How Zilfu throttles API and publishing requests, and how to handle 429 responses.

Why Limits Exist

Zilfu caps how often each token and user can call the API so a runaway script can't overload the platform or get our social media integrations flagged for abusive traffic. Normal usage — composing, scheduling, listing your queue — will never come close to these ceilings.
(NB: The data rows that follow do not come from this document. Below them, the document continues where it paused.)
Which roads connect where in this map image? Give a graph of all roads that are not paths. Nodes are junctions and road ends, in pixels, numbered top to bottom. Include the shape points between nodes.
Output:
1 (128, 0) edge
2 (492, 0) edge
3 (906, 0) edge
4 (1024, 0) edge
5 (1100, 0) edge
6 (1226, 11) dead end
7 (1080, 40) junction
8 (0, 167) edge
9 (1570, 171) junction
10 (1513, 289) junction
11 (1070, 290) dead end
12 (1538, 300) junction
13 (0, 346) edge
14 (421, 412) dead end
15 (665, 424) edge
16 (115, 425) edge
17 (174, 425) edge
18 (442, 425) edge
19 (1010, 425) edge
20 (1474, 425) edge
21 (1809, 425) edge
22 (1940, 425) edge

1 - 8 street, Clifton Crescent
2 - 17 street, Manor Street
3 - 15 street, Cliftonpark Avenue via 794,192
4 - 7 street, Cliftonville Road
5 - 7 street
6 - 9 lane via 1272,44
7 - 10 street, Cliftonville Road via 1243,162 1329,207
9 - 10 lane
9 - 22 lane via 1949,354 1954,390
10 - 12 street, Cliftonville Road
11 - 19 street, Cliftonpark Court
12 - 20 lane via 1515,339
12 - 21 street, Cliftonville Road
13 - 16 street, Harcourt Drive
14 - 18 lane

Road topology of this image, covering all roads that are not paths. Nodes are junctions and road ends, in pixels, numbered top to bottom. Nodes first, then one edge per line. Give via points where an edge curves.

They only kick in when a client misbehaves.

Two limits apply to API and MCP traffic: a global api ceiling on every authenticated request, and a tighter publish ceiling on endpoints that create or reshape scheduled posts.

Limits at a Glance

Limit	Scope	Cap	Keyed by
`api`	Every `/api/*` request	120 / min	API token (falls back to user, then IP)
`publish`	`POST /api/spaces/{space}/posts`, `PUT /api/spaces/{space}/clusters/{cluster_id}`	30 / min	User

The two limits stack — a request to a publishing endpoint counts against both publish and api. In practice publish is always the ceiling that bites first.

API Requests

Every authenticated request to /api/* is counted against the api limiter, capped at 120 requests per minute.
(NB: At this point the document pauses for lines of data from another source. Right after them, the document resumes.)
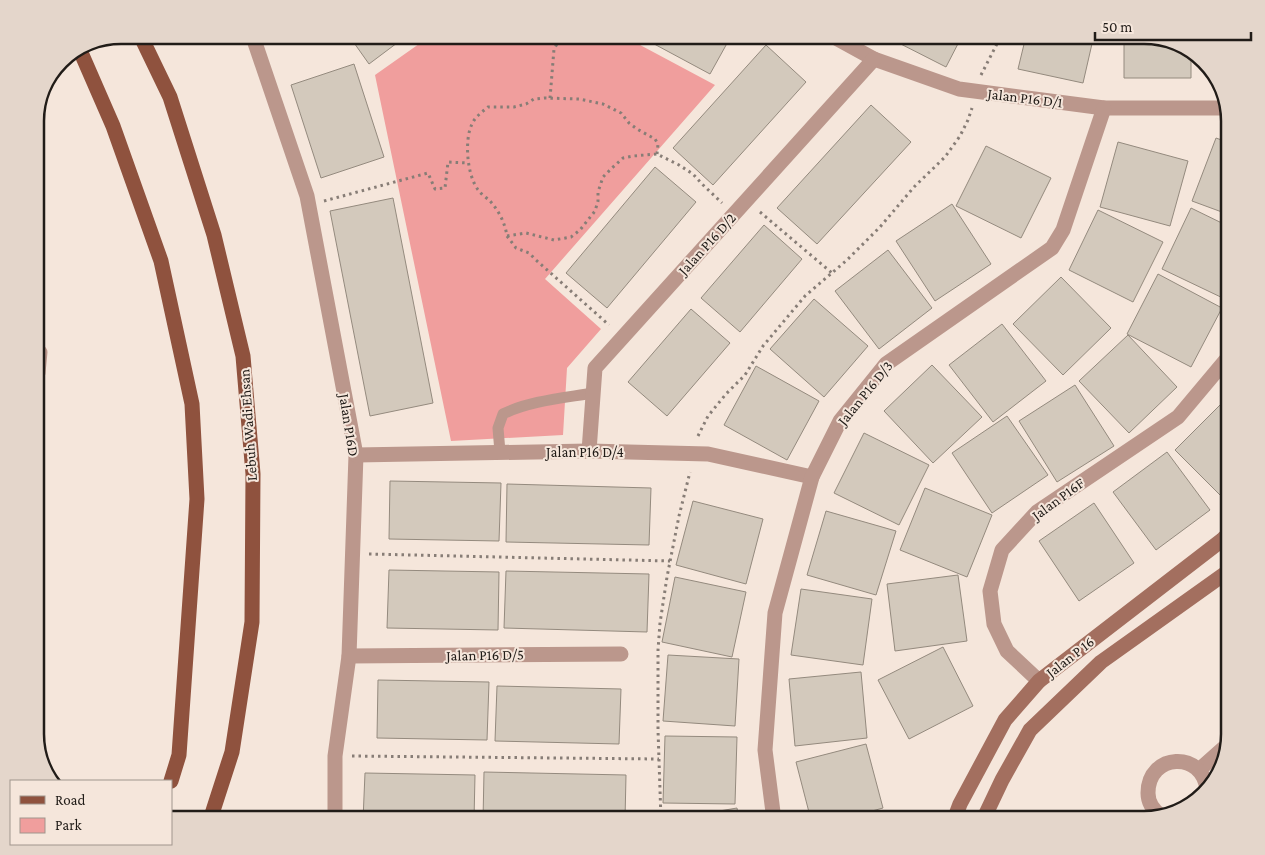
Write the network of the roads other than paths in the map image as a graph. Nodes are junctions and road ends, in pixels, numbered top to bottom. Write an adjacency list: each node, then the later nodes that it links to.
1 (144, 44): 8 (main road, Lebuh Wadi Ehsan)
2 (150, 44): 8 (main road)
3 (255, 44): 16 (street, Jalan P16D)
4 (847, 44): 6 (street, Jalan P16 D/1)
5 (82, 54): 11 (main road)
6 (874, 59): 9 (street, Jalan P16 D/1); 13 (street, Jalan P16 D/2)
7 (74, 60): 11 (main road)
8 (170, 97): 27 (main road, Lebuh Wadi Ehsan)
9 (1104, 108): 10 (street, Jalan P16 D/1); 17 (street, Jalan P16 D/3)
10 (1221, 108)
11 (113, 126): 25 (main road)
12 (1221, 366): 22 (street, Jalan P16F)
13 (593, 393): 14 (street, Jalan P16 D/2); 15 (lane)
14 (588, 451): 15 (street, Jalan P16 D/4); 17 (street, Jalan P16 D/4)
15 (500, 452): 16 (street, Jalan P16 D/4)
16 (356, 455): 21 (street, Jalan P16D)
17 (812, 477): 29 (street, Jalan P16 D/3)
18 (1221, 541): 22 (street, Jalan P 16)
19 (1221, 576): 31 (street, Jalan P 16)
20 (621, 654): 21 (street, Jalan P16 D/5)
21 (348, 656): 28 (street, Jalan P16D)
22 (1039, 681): 30 (street, Jalan P 16)
23 (1219, 753): 24 (street)
24 (1199, 770): 26 (street); 32 (street)
25 (170, 780)
26 (1205, 780)
27 (213, 811)
28 (335, 811)
29 (773, 811)
30 (957, 811)
31 (987, 811)
32 (1155, 811)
The bucket is keyed per personal access token, so each token you generate from Settings → API Tokens earns its own independent quota. If a noisy automation is eating its budget, splitting it onto a second token will give it a fresh 120/min without affecting your other integrations.

The MCP server authenticates with the same personal access token as the REST API, so MCP traffic and direct API calls made with the same token share one bucket.

Publishing

The publish limiter caps 30 requests per minute per user across:

POST /api/spaces/{space}/posts — creating posts (immediate, scheduled, or queued).
PUT /api/spaces/{space}/clusters/{cluster_id} — updating a multi-account cluster.
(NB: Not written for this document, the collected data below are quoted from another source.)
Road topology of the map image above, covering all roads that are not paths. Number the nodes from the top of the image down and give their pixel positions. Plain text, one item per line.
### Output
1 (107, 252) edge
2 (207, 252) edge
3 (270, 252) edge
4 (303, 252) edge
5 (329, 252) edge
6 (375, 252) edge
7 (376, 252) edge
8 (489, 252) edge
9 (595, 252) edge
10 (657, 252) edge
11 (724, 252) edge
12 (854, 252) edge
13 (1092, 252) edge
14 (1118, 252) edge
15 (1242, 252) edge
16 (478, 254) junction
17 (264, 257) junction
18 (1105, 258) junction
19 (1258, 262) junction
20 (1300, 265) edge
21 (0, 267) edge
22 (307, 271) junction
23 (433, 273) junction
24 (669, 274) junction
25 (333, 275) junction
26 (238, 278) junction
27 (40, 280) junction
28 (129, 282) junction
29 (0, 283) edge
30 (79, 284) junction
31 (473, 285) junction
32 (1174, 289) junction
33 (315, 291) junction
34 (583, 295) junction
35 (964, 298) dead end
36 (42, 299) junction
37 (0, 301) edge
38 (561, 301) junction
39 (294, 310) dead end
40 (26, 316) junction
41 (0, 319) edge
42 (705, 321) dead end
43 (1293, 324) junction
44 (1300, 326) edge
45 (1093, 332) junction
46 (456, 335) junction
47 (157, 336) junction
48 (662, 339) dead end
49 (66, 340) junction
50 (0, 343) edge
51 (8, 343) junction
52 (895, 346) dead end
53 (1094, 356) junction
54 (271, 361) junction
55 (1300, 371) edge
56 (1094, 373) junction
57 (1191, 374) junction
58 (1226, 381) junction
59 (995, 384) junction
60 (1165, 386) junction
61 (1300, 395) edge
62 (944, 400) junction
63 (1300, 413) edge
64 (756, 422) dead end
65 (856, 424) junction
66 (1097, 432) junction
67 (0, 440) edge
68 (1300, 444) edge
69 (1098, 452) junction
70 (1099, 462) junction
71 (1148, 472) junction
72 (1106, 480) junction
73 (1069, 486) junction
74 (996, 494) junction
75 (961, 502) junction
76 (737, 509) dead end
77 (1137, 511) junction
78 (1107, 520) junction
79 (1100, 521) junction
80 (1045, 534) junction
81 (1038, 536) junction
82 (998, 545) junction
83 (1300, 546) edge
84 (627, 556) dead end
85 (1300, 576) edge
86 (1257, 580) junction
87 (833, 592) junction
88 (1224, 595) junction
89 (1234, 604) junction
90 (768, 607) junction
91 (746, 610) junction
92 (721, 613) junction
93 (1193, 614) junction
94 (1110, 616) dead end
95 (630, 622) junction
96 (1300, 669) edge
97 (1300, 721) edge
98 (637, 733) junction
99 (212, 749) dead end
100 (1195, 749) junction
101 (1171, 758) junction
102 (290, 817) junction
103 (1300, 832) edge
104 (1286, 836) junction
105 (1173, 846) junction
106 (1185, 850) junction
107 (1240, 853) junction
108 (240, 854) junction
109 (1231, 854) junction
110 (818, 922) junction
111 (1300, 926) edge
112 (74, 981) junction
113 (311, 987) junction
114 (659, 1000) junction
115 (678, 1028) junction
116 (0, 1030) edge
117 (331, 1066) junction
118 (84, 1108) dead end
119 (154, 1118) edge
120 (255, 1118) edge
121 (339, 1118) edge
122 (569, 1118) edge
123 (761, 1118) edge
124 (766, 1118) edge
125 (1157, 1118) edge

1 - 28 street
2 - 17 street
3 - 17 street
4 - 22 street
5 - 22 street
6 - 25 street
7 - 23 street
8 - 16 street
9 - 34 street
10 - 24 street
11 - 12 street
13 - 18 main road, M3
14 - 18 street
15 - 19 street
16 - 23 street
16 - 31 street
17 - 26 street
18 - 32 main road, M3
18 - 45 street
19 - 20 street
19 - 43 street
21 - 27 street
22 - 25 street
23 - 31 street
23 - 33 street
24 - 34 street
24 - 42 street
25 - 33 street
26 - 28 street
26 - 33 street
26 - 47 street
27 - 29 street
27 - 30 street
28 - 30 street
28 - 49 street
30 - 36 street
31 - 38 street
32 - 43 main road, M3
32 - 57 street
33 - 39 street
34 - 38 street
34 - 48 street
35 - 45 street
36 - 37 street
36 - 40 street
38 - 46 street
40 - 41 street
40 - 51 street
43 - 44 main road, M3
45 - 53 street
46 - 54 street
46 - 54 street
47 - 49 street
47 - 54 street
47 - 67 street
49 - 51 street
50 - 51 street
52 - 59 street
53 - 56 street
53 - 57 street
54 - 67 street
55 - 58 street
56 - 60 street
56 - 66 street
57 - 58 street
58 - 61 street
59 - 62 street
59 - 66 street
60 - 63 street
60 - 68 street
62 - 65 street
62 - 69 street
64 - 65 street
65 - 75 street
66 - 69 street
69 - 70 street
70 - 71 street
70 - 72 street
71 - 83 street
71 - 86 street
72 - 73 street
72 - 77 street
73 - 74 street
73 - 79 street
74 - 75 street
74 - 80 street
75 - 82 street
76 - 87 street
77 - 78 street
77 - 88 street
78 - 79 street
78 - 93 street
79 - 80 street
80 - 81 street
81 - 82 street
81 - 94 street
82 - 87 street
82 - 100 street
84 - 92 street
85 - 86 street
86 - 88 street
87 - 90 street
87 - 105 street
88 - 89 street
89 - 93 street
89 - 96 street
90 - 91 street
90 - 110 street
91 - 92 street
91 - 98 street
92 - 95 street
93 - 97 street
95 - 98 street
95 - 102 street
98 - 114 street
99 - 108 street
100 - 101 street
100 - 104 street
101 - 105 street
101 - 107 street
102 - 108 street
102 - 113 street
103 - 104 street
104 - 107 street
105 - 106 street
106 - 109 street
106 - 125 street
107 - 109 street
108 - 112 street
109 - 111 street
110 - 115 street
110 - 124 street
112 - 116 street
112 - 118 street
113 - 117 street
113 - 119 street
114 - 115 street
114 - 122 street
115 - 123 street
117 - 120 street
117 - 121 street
This bucket is keyed by user, not by token, so splitting a publishing workload across multiple tokens for the same account does not raise the ceiling. If you need to backfill a large volume of scheduled posts, spread them across more than one minute.

Hitting a Limit

When you exceed a limit the API returns HTTP 429 Too Many Requests with a JSON body:

{
  "message": "Too Many Requests"
}

Every response — successful or throttled — carries headers describing the bucket state:

Header	Meaning
`X-RateLimit-Limit`	Maximum requests allowed in the current window
`X-RateLimit-Remaining`	Requests still available in the current window
`Retry-After`	Seconds until the bucket frees up (only on 429 responses)
`X-RateLimit-Reset`	Unix timestamp of when the bucket frees up (only on 429 responses)

When two limiters apply (publishing endpoints), the headers reflect the limit that was hit — usually publish.

Handling 429s

Retrying immediately after a 429 will keep failing and may extend how long you stay throttled. Always wait for Retry-After before the next attempt.

A few practical rules:

Respect Retry-After. Sleep for at least the number of seconds it returns before issuing the same request again.
Back off exponentially on repeated failures — double the wait on each retry, with a sensible ceiling (for example 60 seconds), and give up after a handful of attempts.
Watch X-RateLimit-Remaining on every response and slow your client down before you hit zero, rather than waiting for the 429.
Spread bursty work over time. If you have a large backlog of posts to schedule, pace them out instead of firing all 100 at once.
Use separate tokens for separate workloads. The api bucket is per-token, so a one-off backfill script on its own token won't starve your production integration.